Stored data entries
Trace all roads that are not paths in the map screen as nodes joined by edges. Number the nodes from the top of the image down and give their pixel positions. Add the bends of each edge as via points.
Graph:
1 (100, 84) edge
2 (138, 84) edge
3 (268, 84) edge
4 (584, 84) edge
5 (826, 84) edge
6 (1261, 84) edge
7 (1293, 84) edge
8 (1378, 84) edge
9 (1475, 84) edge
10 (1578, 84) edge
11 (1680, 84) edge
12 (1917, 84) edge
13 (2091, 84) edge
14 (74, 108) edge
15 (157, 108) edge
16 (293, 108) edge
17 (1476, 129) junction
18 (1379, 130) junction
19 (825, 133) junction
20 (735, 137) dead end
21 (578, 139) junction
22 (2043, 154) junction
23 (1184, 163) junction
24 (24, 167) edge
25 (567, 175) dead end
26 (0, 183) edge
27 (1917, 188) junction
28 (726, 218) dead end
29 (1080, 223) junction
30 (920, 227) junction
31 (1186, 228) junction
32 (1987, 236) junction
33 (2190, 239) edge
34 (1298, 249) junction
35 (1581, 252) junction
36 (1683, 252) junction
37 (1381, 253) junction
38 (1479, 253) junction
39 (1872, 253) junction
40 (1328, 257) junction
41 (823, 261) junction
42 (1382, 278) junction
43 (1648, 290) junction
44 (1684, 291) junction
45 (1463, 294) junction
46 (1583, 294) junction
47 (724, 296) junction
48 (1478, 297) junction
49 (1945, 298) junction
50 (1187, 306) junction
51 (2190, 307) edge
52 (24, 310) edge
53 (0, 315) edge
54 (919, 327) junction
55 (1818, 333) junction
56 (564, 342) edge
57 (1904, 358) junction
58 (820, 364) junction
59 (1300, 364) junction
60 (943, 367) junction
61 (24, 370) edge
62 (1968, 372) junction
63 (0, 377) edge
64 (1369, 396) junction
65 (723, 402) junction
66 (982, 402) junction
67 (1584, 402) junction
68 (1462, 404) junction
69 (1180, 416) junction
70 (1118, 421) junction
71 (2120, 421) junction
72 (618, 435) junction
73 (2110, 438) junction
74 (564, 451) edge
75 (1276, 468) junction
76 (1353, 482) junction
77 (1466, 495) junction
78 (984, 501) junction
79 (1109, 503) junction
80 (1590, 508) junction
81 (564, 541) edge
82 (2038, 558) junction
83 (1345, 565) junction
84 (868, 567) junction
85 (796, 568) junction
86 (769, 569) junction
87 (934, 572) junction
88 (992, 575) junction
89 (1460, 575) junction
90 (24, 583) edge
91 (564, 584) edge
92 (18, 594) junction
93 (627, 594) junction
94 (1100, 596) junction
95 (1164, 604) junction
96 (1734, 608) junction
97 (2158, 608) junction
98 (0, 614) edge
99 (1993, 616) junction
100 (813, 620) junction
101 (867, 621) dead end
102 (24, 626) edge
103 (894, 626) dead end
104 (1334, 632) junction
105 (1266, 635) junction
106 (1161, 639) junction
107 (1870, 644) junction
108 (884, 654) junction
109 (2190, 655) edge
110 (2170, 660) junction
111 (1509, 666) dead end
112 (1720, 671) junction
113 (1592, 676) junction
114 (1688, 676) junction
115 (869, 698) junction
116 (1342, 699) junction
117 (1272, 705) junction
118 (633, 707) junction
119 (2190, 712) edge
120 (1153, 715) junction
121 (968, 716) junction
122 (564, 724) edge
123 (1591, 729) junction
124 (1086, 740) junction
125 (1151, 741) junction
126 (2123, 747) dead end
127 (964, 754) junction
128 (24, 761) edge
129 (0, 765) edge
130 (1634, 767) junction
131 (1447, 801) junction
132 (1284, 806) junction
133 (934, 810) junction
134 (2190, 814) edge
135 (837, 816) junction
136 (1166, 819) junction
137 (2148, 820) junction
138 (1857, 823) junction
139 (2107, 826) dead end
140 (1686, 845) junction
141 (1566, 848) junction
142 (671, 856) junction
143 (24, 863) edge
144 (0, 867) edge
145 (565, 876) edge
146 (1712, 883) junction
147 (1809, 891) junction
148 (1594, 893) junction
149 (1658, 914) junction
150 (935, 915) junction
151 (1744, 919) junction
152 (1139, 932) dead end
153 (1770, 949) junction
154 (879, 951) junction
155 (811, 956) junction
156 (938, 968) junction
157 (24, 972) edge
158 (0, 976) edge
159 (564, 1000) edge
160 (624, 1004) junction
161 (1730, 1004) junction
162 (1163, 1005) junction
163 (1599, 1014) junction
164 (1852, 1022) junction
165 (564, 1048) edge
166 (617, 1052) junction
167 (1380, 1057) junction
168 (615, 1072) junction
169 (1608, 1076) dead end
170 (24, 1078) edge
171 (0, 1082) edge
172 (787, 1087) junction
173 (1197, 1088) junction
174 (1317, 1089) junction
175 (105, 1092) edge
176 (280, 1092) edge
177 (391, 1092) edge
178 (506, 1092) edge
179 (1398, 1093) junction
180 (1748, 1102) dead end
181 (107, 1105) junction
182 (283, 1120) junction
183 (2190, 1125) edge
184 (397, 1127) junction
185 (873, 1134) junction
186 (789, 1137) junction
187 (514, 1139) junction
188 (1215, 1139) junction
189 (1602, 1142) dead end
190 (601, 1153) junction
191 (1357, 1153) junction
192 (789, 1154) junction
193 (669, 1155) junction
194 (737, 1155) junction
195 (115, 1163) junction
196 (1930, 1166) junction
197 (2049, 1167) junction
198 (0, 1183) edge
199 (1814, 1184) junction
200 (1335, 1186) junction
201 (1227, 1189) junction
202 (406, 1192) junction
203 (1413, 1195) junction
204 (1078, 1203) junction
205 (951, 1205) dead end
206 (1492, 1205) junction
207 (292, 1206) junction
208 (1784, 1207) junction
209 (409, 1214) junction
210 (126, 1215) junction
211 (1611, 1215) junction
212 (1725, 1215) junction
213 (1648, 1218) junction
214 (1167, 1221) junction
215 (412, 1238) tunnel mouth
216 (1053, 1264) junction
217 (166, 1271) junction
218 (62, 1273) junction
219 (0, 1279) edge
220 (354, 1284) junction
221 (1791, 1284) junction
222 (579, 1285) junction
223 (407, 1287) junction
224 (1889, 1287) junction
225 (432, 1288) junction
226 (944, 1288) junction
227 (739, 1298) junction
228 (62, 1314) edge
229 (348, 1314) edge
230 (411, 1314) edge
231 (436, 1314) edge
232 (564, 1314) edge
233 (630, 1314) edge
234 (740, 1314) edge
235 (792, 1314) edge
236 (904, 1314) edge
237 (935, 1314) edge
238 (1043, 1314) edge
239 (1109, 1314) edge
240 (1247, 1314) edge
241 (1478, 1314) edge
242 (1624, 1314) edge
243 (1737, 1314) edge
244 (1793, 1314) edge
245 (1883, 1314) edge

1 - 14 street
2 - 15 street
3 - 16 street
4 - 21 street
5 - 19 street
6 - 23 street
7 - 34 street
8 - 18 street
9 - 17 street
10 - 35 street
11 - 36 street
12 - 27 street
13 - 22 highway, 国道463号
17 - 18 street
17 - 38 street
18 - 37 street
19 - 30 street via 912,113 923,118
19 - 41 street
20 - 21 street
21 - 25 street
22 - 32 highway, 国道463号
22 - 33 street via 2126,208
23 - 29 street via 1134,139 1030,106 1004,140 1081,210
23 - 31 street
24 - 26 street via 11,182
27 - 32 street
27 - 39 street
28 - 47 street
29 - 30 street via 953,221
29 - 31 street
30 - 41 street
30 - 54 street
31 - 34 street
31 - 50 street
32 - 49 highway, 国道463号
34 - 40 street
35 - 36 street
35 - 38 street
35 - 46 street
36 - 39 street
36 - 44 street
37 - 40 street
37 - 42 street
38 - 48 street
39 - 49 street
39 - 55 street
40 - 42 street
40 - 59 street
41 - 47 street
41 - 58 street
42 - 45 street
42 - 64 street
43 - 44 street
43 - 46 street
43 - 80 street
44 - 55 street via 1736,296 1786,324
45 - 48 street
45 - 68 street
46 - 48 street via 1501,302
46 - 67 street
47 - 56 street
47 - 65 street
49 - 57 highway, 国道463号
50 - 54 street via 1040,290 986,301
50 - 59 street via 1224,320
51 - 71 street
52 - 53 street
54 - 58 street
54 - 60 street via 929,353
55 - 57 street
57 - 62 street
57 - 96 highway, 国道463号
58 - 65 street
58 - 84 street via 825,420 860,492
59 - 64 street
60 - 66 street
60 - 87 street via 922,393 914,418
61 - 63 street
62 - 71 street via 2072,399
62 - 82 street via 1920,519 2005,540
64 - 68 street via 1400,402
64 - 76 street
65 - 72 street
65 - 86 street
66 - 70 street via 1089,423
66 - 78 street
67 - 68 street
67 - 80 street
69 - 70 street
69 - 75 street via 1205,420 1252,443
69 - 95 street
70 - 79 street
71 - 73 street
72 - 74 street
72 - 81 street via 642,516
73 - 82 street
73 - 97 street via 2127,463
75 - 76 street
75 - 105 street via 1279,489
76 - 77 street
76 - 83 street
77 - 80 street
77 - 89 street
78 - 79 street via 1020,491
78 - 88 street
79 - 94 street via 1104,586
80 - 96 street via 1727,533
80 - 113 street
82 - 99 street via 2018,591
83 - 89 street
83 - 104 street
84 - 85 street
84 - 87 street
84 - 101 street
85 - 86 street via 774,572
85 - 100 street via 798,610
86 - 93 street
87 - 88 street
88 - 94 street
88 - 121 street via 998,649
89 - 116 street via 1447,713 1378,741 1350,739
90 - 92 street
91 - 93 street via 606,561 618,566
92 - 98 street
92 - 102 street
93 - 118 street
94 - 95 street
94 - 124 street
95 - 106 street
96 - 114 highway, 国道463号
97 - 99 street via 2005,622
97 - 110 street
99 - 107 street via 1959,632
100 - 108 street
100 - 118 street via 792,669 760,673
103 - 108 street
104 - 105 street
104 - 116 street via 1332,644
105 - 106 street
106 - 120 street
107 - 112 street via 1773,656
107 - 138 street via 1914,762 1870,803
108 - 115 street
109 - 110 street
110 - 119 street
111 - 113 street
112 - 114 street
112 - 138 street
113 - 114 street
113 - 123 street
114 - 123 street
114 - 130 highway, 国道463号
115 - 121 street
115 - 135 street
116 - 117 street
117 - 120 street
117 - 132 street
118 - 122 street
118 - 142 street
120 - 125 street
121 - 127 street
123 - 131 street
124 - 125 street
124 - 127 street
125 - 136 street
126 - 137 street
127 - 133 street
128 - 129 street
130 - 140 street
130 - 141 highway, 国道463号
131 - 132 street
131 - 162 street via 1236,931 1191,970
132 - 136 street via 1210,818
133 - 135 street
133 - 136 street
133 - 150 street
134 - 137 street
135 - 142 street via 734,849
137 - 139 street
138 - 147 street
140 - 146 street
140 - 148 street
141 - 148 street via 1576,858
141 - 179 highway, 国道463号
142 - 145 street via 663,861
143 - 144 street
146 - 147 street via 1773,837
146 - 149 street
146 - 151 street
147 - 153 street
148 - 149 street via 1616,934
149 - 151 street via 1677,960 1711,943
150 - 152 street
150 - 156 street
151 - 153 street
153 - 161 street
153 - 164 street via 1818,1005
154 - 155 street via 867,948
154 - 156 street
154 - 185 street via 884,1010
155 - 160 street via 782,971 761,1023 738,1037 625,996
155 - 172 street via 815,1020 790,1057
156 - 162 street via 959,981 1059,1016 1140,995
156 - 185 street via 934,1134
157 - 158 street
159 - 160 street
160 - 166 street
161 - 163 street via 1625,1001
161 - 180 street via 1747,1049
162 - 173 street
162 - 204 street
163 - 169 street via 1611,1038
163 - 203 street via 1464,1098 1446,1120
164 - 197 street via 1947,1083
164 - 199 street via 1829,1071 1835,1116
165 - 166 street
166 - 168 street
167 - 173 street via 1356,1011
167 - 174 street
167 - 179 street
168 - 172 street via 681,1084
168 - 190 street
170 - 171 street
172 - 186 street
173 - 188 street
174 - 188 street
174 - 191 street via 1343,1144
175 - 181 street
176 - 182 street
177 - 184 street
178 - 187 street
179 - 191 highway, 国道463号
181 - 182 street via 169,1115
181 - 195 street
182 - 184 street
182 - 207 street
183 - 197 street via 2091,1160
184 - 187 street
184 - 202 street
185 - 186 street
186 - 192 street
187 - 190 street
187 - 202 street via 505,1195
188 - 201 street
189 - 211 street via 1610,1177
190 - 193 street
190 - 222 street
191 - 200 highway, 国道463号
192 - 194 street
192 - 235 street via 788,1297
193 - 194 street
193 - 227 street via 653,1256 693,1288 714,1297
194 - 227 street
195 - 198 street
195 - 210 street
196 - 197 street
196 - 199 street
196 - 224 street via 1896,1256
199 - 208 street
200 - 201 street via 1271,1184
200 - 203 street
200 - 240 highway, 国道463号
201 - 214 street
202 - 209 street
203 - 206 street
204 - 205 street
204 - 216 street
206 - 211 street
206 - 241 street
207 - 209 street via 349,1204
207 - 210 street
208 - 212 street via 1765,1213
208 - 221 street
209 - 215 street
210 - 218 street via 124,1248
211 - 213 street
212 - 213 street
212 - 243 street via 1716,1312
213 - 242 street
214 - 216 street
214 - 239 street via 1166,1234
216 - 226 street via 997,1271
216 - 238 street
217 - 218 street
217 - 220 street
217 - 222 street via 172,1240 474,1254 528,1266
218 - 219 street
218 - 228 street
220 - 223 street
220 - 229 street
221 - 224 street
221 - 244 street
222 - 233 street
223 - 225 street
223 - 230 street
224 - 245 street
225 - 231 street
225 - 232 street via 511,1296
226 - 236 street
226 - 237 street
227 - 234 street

● TRY IT: Find and copy every line in the entries above where the string "highway" occurs.

● ANSWER AREA:
13 - 22 highway, 国道463号
22 - 32 highway, 国道463号
32 - 49 highway, 国道463号
49 - 57 highway, 国道463号
57 - 96 highway, 国道463号
96 - 114 highway, 国道463号
114 - 130 highway, 国道463号
130 - 141 highway, 国道463号
141 - 179 highway, 国道463号
179 - 191 highway, 国道463号
191 - 200 highway, 国道463号
200 - 240 highway, 国道463号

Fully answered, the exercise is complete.